Espanoza observes that governments now have an opportunity to listen to what human rights bodies and experts are saying about the SRHR needs for women to make progress, since prior goals were set on the international development agenda. In talking about the upcoming ICPD+20 review, she added, “It will be really hard to advocate for a full package of reproductive health services or having more services in terms of maternal mortality and morbidity if we don’t include safe and legal abortion”
In their report, The Right to an Abortion for Girls and Women Raped in Armed Conflict, the GJC offers recommendations for how to improve safe and universal access to abortion, such as make it clear in UN trainings, including of peacekeeping forces, that girls and women who are raped and impregnated must be informed of their right to an abortion, and the United States should revise USAID guidelines so restrictions are not placed on humanitarian aid.
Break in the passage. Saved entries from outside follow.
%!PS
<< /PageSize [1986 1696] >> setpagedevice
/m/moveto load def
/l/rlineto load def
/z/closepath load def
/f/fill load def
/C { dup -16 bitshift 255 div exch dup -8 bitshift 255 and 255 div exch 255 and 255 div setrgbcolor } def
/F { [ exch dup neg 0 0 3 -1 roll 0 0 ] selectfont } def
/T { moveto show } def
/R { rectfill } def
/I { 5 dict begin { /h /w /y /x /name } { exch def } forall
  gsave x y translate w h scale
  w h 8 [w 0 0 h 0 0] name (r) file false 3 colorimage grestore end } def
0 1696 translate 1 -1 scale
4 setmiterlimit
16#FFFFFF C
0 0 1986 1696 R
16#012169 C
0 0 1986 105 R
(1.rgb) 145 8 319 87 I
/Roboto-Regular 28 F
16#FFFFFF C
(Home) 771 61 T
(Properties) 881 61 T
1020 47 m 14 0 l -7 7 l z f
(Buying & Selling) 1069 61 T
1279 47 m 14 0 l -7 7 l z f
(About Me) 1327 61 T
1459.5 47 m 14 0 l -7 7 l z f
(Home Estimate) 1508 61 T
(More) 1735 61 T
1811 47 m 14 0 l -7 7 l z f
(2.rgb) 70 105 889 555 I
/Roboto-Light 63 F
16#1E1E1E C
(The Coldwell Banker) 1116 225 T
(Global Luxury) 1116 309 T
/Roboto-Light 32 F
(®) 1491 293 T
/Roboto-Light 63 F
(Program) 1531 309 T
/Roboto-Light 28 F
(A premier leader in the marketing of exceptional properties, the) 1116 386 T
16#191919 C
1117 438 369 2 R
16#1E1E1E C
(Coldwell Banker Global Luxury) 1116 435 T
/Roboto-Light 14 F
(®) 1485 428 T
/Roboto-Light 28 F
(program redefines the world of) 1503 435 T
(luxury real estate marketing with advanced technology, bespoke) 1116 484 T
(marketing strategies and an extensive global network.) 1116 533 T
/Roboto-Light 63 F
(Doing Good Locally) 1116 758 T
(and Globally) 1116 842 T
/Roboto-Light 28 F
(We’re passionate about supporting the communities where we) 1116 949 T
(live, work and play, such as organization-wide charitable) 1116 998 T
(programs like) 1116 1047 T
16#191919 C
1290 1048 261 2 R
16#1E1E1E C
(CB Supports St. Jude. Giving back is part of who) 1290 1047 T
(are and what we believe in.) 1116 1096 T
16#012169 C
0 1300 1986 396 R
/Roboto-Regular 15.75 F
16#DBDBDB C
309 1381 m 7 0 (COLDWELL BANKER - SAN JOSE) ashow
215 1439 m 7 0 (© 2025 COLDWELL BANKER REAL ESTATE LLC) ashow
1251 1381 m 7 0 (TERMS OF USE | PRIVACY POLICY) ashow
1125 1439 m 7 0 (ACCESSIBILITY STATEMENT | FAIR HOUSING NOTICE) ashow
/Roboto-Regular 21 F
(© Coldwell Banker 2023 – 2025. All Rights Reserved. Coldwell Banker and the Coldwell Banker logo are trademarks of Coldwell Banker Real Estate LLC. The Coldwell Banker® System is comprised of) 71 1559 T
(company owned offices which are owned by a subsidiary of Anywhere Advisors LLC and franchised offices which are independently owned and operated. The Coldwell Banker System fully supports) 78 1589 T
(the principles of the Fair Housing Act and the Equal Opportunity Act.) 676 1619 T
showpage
But the real battle for universal access may not be fought at the UN. “The main obstacle is the indifference in the majority of the population,” said Barroso, who notes that the opposition, while not to be taken for granted, are a vocal minority who aren’t open to conversion and instead only need to be contained.
Instead, advocates may be well served to find ways to show the average person why SRSH is relevant to them. “I think we have to address the large majority of public and popular opinion who just don’t care,” Barroso added. “It’s not that they are opposed, it’s just that they are uninformed and it’s not a big priority for them and that’s because we’ve failed to address them and try to understand why they don’t prioritize it.”
CORRECTION: A previous version of this article incorrectly spelled the name of Ipas’ Cecilia Espanoza. In addition, a sentence on the countries that “have actively resisted UN resolutions with language supporting [sexual and reproductive health rights]” has been updated slightly for accuracy. Malta and Ireland were removed from that list. We regret these errors.